=== Input for this task ===
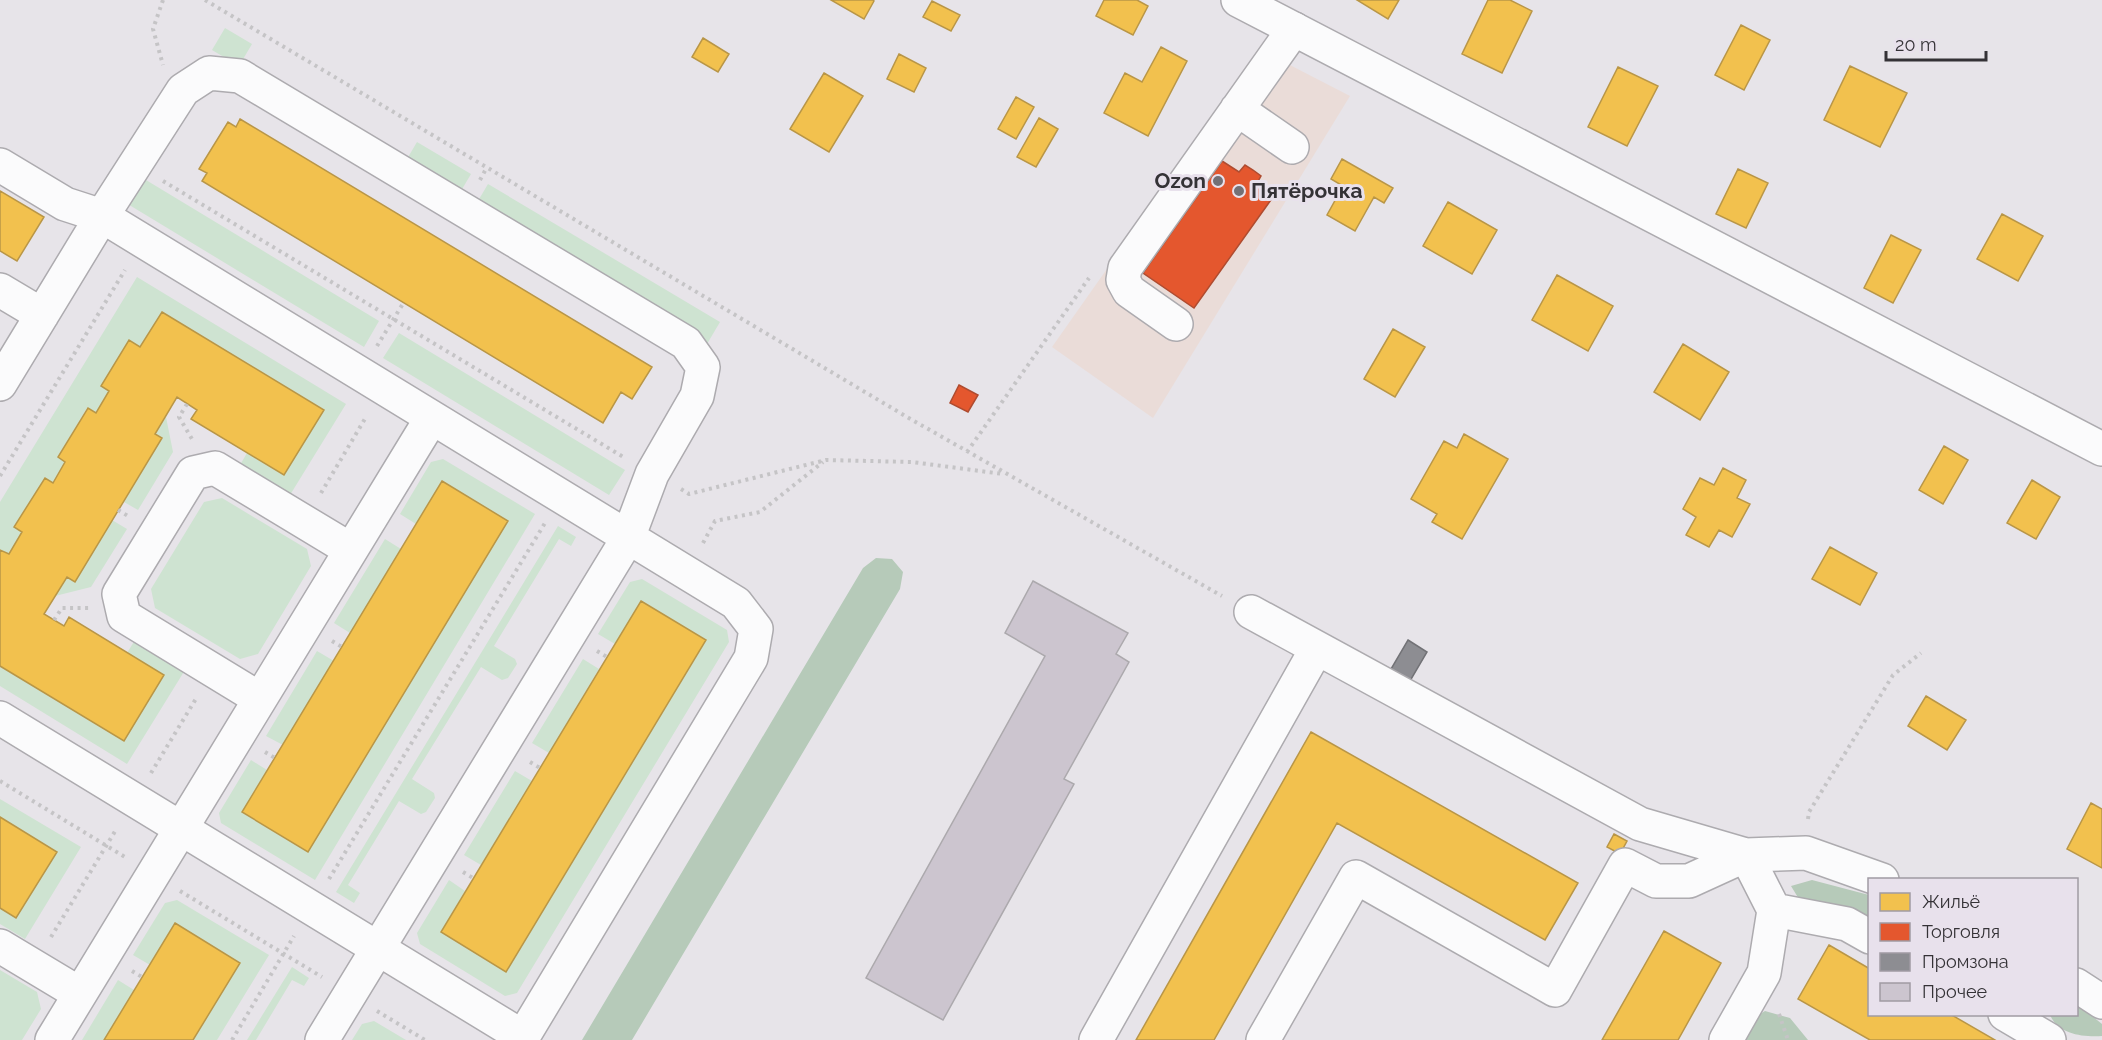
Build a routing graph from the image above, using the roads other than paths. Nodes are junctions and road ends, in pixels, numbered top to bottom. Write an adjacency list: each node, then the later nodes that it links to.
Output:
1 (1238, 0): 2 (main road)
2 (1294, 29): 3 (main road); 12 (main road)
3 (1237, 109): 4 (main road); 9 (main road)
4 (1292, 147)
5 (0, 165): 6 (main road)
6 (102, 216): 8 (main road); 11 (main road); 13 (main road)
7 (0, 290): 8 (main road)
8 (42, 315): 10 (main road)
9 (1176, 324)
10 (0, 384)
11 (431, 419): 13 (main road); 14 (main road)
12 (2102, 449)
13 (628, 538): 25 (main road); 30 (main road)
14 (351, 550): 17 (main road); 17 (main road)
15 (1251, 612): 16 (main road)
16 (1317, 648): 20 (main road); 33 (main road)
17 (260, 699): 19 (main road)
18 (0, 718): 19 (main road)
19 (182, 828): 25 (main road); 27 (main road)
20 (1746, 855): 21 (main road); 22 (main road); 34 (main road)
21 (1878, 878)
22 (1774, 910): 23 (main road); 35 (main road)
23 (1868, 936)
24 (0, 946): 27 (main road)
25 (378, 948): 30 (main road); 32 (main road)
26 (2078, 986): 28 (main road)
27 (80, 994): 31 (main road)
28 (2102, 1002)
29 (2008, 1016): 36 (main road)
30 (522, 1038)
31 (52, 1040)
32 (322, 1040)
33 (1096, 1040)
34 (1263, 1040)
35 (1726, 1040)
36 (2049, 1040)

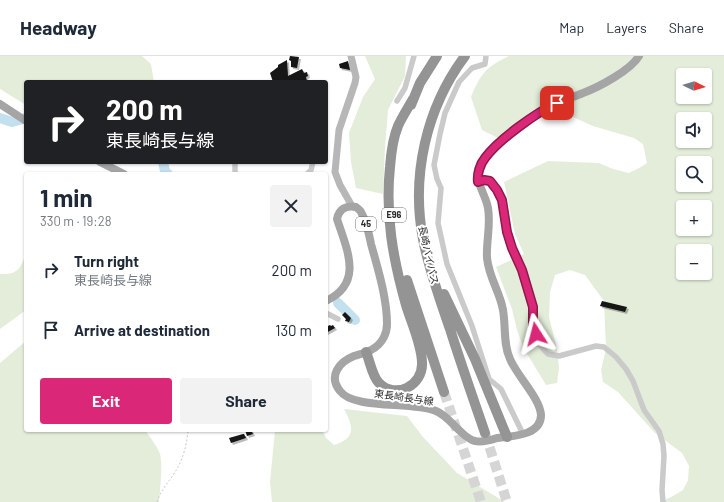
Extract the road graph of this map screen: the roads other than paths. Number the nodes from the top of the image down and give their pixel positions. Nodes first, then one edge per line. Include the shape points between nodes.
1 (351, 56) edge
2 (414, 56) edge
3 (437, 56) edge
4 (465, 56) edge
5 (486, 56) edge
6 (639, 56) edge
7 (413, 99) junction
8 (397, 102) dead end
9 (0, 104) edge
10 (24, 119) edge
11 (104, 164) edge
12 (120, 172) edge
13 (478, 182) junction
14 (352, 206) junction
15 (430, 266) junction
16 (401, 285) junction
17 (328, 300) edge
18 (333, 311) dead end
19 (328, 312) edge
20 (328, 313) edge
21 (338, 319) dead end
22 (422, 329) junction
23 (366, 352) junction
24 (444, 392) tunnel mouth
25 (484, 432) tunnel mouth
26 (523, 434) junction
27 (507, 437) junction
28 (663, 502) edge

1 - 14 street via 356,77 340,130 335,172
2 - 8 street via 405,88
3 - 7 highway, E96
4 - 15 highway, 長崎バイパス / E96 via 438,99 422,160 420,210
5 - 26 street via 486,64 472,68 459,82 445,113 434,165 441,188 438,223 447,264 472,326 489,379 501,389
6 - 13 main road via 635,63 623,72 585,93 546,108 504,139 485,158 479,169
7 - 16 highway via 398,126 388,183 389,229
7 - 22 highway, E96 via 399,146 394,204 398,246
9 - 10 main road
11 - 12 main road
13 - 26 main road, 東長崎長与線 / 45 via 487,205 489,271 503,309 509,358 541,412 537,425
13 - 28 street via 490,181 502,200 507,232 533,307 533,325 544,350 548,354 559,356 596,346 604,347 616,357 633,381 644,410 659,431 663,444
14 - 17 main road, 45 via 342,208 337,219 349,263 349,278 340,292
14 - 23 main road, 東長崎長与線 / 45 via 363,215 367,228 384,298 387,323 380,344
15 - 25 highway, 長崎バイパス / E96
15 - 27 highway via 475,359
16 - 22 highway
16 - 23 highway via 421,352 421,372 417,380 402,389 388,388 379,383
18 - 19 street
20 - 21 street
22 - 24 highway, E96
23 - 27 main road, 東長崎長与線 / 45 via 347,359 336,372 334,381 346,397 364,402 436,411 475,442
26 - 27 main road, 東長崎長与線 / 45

...

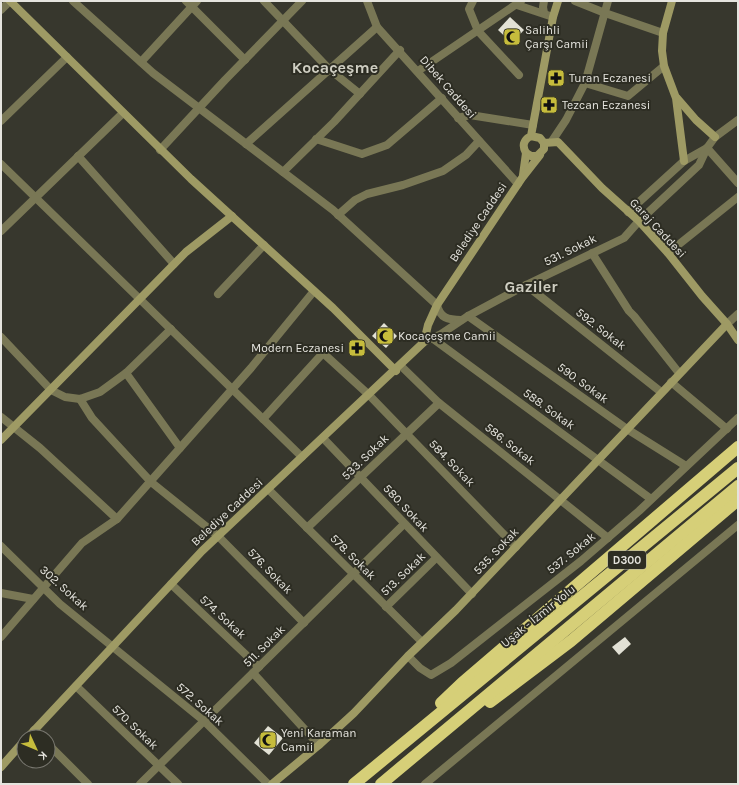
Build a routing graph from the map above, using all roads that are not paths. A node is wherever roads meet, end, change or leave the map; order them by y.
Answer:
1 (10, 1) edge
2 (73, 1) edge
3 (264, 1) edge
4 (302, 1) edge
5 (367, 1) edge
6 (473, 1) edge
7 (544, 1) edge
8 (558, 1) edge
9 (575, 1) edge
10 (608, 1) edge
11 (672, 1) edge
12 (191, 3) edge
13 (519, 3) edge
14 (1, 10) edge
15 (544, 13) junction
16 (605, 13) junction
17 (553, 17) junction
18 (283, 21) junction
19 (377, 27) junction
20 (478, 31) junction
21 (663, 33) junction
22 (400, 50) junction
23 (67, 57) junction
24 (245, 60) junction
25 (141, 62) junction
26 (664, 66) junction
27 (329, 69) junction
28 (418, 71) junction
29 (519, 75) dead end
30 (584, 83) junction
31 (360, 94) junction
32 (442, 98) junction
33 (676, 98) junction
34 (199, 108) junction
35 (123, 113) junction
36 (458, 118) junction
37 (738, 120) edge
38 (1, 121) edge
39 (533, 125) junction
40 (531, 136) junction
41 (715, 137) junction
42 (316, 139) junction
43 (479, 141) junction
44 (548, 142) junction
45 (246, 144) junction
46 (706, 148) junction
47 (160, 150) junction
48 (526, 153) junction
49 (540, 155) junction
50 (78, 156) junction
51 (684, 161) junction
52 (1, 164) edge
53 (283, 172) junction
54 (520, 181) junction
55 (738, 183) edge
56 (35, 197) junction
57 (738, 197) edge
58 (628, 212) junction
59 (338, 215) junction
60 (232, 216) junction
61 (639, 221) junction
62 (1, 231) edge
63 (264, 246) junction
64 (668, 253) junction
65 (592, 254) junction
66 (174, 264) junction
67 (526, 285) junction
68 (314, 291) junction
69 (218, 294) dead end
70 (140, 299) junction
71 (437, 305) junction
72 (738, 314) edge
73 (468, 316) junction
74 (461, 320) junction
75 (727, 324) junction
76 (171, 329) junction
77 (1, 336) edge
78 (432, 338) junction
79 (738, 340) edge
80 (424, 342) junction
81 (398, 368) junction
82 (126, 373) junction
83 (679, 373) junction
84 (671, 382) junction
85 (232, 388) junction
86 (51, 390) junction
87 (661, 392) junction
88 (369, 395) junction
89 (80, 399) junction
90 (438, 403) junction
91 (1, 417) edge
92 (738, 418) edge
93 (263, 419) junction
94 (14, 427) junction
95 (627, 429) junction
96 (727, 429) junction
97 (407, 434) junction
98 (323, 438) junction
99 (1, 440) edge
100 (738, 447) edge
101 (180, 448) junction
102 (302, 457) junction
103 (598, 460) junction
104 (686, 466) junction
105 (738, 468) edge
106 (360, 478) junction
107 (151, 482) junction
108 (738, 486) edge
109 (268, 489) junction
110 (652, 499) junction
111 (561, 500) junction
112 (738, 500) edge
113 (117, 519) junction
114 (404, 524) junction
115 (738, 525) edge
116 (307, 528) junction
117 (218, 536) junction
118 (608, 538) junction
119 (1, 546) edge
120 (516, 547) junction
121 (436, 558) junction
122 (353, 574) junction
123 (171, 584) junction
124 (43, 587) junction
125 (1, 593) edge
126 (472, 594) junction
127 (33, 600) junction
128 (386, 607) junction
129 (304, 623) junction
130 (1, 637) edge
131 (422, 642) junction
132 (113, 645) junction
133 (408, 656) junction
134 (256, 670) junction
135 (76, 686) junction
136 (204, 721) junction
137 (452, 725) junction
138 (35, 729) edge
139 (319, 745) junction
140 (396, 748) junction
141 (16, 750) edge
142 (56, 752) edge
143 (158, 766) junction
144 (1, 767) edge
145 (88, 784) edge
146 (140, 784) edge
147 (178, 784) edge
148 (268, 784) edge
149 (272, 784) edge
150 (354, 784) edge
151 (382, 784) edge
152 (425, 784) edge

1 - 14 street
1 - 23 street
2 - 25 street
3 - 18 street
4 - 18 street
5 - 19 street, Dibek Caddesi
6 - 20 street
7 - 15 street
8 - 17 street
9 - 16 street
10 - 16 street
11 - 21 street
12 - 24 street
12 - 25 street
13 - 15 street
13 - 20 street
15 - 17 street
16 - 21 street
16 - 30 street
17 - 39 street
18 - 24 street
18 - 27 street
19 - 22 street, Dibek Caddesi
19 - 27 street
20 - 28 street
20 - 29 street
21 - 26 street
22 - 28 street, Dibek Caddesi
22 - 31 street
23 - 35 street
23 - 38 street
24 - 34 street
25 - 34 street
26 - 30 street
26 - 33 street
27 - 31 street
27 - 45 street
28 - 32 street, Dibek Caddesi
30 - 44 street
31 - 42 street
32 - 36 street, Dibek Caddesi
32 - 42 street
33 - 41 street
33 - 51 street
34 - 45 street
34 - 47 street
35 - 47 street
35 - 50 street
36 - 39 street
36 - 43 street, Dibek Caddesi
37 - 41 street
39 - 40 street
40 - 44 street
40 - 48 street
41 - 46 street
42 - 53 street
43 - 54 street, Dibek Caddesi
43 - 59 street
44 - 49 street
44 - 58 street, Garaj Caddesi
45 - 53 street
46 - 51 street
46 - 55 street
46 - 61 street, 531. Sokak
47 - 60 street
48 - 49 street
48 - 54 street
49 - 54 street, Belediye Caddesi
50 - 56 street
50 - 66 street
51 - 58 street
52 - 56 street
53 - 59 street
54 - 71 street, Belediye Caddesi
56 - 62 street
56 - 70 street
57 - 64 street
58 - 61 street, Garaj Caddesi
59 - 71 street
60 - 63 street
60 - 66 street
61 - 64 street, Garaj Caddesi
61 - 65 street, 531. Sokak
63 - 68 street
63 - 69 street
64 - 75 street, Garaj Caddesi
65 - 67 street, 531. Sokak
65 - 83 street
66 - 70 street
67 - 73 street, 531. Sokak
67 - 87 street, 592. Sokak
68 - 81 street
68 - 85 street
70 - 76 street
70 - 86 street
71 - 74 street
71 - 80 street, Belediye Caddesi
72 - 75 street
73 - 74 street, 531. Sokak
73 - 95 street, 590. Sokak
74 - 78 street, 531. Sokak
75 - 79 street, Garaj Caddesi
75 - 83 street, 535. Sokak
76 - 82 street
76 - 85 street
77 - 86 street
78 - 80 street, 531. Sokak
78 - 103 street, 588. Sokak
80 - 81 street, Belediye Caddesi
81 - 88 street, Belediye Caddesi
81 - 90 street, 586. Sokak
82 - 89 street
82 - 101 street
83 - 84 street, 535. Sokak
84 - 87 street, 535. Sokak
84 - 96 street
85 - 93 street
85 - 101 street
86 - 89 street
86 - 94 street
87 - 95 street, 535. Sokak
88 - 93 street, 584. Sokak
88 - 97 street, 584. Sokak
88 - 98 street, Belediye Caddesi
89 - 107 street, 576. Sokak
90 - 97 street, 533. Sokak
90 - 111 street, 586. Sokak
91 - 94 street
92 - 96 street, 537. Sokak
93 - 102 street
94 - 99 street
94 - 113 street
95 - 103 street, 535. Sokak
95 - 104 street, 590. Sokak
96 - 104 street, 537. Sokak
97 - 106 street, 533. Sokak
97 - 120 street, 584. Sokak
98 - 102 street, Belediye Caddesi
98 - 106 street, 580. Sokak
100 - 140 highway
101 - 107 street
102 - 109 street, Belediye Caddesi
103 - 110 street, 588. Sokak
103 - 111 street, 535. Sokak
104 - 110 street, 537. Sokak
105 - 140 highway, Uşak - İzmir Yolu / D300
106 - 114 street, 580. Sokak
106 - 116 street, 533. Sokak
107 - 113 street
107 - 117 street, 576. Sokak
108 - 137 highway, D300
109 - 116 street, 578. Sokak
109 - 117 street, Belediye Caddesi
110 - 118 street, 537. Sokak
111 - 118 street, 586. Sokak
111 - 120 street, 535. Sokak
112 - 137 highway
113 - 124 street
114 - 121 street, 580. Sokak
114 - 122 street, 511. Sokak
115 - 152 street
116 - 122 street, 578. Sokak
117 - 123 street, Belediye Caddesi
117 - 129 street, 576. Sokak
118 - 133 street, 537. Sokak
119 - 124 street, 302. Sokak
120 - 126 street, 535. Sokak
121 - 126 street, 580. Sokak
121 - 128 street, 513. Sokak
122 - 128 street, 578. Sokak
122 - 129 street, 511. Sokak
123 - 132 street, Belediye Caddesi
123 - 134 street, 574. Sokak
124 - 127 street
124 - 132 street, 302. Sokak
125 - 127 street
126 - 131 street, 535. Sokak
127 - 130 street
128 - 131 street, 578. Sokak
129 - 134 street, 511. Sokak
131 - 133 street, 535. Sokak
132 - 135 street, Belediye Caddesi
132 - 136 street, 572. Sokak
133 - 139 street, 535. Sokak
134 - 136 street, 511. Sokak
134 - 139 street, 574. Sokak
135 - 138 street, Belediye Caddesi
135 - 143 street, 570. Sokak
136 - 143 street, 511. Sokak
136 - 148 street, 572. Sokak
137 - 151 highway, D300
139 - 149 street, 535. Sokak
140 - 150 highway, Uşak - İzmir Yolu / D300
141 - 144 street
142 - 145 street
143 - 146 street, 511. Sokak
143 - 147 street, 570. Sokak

==

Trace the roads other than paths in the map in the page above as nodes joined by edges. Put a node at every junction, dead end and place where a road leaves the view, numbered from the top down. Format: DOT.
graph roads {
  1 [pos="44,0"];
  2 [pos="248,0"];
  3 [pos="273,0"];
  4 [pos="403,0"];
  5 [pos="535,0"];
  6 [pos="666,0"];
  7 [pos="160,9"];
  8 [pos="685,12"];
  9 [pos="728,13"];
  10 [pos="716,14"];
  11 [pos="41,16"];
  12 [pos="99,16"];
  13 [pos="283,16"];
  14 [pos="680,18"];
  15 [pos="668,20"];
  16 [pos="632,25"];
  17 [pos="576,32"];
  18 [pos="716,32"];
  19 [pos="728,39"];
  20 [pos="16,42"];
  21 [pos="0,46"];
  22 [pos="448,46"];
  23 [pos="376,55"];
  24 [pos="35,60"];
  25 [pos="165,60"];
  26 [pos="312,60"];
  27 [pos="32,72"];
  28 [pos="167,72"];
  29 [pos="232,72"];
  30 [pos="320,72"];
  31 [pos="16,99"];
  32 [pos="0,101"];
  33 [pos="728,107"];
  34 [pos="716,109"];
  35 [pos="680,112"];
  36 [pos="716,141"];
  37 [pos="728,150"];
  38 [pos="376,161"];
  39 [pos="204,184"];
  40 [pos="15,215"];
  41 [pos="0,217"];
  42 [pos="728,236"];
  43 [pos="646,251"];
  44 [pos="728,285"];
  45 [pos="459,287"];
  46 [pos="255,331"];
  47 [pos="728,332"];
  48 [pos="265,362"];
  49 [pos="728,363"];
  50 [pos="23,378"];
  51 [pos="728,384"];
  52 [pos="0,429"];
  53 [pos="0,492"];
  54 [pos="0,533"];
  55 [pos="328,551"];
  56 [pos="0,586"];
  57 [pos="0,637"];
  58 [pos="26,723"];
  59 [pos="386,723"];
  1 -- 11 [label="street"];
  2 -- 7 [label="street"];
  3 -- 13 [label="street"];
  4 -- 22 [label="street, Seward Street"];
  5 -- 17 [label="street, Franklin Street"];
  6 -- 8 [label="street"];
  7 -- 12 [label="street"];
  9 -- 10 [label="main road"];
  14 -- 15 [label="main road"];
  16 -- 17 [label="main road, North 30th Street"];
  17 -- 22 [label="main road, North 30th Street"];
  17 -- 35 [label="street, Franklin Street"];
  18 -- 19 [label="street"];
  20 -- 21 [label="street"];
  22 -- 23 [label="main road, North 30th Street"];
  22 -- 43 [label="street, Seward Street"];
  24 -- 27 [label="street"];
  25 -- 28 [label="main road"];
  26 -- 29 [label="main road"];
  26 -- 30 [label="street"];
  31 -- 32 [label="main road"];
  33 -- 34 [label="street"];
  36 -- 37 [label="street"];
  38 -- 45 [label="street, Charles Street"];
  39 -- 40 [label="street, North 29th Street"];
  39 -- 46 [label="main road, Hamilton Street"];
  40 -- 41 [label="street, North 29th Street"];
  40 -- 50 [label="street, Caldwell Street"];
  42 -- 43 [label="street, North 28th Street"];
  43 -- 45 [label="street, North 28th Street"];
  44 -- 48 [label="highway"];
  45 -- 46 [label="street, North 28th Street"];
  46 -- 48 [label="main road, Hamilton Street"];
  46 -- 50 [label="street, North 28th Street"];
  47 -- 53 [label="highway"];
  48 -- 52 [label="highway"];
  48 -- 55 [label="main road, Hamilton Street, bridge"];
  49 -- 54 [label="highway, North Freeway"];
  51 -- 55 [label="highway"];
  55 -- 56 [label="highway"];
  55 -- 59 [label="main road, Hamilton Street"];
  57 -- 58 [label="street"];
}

=== Task prompt ===
Report the number of lines above containing the word "then", with no other text.

=== Answer box ===
2